__About this exercise__. An exact, complete copy of the data that follows is needed.

__Material to process__.

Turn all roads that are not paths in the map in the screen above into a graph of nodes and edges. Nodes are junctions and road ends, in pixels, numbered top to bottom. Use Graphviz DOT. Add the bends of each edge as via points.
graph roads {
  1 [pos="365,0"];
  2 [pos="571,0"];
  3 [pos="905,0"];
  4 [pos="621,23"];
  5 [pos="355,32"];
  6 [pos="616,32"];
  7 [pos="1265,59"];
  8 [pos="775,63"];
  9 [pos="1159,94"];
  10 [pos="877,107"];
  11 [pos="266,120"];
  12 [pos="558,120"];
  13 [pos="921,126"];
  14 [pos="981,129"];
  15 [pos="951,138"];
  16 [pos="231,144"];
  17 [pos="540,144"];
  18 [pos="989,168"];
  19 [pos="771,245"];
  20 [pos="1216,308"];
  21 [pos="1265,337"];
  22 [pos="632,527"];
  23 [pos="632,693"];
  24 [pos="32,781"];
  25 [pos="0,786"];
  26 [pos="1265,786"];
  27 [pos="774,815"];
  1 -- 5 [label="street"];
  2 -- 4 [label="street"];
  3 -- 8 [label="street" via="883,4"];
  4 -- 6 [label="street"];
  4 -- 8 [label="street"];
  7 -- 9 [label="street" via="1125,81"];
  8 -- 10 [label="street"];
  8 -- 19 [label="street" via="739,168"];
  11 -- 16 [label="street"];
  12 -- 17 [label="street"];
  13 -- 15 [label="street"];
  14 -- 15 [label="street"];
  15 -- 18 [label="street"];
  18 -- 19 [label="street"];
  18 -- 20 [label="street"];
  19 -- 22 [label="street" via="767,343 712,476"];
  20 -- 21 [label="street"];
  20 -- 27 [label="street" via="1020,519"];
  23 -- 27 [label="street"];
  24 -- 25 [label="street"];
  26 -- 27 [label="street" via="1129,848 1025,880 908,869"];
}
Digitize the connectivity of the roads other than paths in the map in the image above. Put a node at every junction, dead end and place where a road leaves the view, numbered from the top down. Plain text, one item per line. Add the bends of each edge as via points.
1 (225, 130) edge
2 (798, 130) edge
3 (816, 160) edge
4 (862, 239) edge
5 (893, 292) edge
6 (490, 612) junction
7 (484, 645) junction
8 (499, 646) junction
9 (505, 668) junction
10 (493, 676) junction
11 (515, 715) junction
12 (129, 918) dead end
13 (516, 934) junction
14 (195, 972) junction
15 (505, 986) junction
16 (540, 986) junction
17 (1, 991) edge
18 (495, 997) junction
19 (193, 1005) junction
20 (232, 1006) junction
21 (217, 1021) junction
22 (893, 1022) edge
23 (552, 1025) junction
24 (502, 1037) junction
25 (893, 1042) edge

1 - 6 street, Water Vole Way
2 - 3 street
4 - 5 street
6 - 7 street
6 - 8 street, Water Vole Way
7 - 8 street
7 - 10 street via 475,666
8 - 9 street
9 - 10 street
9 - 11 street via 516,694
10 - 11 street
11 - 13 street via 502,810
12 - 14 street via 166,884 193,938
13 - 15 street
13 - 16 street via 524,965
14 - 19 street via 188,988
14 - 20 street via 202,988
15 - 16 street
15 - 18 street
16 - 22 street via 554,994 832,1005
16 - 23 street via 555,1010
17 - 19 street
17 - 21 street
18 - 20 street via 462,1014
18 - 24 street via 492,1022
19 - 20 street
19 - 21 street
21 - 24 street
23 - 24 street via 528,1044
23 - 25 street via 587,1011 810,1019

__Finished exercise__.
Turn all roads that are not paths in the map in the screen above into a graph of nodes and edges. Nodes are junctions and road ends, in pixels, numbered top to bottom. Use Graphviz DOT. Add the bends of each edge as via points.
graph roads {
  1 [pos="365,0"];
  2 [pos="571,0"];
  3 [pos="905,0"];
  4 [pos="621,23"];
  5 [pos="355,32"];
  6 [pos="616,32"];
  7 [pos="1265,59"];
  8 [pos="775,63"];
  9 [pos="1159,94"];
  10 [pos="877,107"];
  11 [pos="266,120"];
  12 [pos="558,120"];
  13 [pos="921,126"];
  14 [pos="981,129"];
  15 [pos="951,138"];
  16 [pos="231,144"];
  17 [pos="540,144"];
  18 [pos="989,168"];
  19 [pos="771,245"];
  20 [pos="1216,308"];
  21 [pos="1265,337"];
  22 [pos="632,527"];
  23 [pos="632,693"];
  24 [pos="32,781"];
  25 [pos="0,786"];
  26 [pos="1265,786"];
  27 [pos="774,815"];
  1 -- 5 [label="street"];
  2 -- 4 [label="street"];
  3 -- 8 [label="street" via="883,4"];
  4 -- 6 [label="street"];
  4 -- 8 [label="street"];
  7 -- 9 [label="street" via="1125,81"];
  8 -- 10 [label="street"];
  8 -- 19 [label="street" via="739,168"];
  11 -- 16 [label="street"];
  12 -- 17 [label="street"];
  13 -- 15 [label="street"];
  14 -- 15 [label="street"];
  15 -- 18 [label="street"];
  18 -- 19 [label="street"];
  18 -- 20 [label="street"];
  19 -- 22 [label="street" via="767,343 712,476"];
  20 -- 21 [label="street"];
  20 -- 27 [label="street" via="1020,519"];
  23 -- 27 [label="street"];
  24 -- 25 [label="street"];
  26 -- 27 [label="street" via="1129,848 1025,880 908,869"];
}
Digitize the connectivity of the roads other than paths in the map in the image above. Put a node at every junction, dead end and place where a road leaves the view, numbered from the top down. Plain text, one item per line. Add the bends of each edge as via points.
1 (225, 130) edge
2 (798, 130) edge
3 (816, 160) edge
4 (862, 239) edge
5 (893, 292) edge
6 (490, 612) junction
7 (484, 645) junction
8 (499, 646) junction
9 (505, 668) junction
10 (493, 676) junction
11 (515, 715) junction
12 (129, 918) dead end
13 (516, 934) junction
14 (195, 972) junction
15 (505, 986) junction
16 (540, 986) junction
17 (1, 991) edge
18 (495, 997) junction
19 (193, 1005) junction
20 (232, 1006) junction
21 (217, 1021) junction
22 (893, 1022) edge
23 (552, 1025) junction
24 (502, 1037) junction
25 (893, 1042) edge

1 - 6 street, Water Vole Way
2 - 3 street
4 - 5 street
6 - 7 street
6 - 8 street, Water Vole Way
7 - 8 street
7 - 10 street via 475,666
8 - 9 street
9 - 10 street
9 - 11 street via 516,694
10 - 11 street
11 - 13 street via 502,810
12 - 14 street via 166,884 193,938
13 - 15 street
13 - 16 street via 524,965
14 - 19 street via 188,988
14 - 20 street via 202,988
15 - 16 street
15 - 18 street
16 - 22 street via 554,994 832,1005
16 - 23 street via 555,1010
17 - 19 street
17 - 21 street
18 - 20 street via 462,1014
18 - 24 street via 492,1022
19 - 20 street
19 - 21 street
21 - 24 street
23 - 24 street via 528,1044
23 - 25 street via 587,1011 810,1019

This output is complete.